It will be perhaps objected, that by confining the excellences of a preacher to proper assurance, earnestness, and openness of style, I make the qualifications too trifling for estimation; there will be something called oratory brought up on this occasion; action, attitude, grace, elocution, may be repeated as absolutely necessary to complete the character: but let us not be deceived: common sense is seldom swayed by fine tones, musical periods, just attitudes, or the display of a white handkerchief; oratorial behaviour, except in very able hands indeed, generally sinks into awkward and paltry affectation.

Oliver Goldsmith: Essays, No. XVII.

A hard and unfeeling manner of denouncing the threatenings of the word of God is not only barbarous and inhuman, but calculated, by inspiring disgust, to rob them of all their efficacy. If the awful part of our message, which may be styled the burden of the Lord, ever fall with due weight on our hearers, it will be when it is delivered with a trembling hand and faltering lips; and we may then expect them to realize its solemn import when they perceive that we ourselves are ready to sink under it. “Of whom I have told you before,” said St. Paul, “and now tell you weeping, that they are the enemies of the cross of Christ.” What force does that affecting declaration derive from these tears! An affectionate manner insinuates itself into the heart, renders it soft and pliable, and disposes it to imbibe the sentiments and follow the impulse of the speaker.

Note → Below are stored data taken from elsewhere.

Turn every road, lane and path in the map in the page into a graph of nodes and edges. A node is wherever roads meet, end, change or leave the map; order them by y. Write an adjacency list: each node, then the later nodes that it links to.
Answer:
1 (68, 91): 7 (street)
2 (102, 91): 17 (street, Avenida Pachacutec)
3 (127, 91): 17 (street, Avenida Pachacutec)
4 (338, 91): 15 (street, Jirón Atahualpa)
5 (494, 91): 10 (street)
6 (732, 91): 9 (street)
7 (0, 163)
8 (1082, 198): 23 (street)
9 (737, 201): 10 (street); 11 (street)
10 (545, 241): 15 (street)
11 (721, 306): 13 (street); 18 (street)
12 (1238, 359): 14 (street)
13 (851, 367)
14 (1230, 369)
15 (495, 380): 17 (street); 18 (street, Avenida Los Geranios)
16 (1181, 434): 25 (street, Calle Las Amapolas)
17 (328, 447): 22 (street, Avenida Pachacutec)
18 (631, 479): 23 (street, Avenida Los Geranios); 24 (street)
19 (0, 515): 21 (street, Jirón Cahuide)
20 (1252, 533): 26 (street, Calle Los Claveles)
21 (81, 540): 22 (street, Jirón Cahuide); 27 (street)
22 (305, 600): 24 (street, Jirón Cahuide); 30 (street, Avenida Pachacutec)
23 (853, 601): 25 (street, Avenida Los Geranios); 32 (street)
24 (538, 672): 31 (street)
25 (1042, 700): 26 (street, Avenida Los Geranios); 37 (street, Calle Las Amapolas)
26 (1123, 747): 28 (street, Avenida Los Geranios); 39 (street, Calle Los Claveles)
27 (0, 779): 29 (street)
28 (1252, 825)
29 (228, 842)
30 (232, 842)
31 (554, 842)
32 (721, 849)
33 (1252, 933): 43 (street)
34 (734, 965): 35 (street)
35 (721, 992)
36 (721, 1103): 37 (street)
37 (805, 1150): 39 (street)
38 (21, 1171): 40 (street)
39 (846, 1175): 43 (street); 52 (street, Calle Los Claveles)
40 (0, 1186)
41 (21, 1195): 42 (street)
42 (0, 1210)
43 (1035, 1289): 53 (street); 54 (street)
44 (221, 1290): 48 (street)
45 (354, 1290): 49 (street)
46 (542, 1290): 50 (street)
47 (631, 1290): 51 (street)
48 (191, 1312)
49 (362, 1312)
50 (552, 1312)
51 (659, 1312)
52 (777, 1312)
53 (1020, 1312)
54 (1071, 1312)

Whoever has attended to the effect of addresses from the pulpit must have perceived how much of their impression depends upon this quality, which gives to sentiments comparatively trite a power over the mind beyond what the most striking and original conceptions possess without it.

Robert Hall: Discouragements and Supports of the Christian Minister.

For the instruction of all men to eternal life it is necessary that the sacred and saving truth of God be openly published unto them, which open publication of heavenly mysteries is by an excellency termed preaching.

Richard Hooker.

What special property or quality is that, which being nowhere found but in sermons maketh them effectual to save souls, and leaveth all other doctrinal means besides destitute of vital efficacy?

Richard Hooker.

There prevailed in those days an indecent custom; when the preacher touched any favourite topic in a manner that delighted his audience, their approbation was expressed by a loud hum, continued in proportion to their zeal or pleasure.

Dr. Samuel Johnson.

When Burnet preached, part of his congregation hummed so loudly and so long that he sat down to enjoy it.

Dr. Samuel Johnson.

Intelligible discourses are spoiled by too much subtilty in nice divisions.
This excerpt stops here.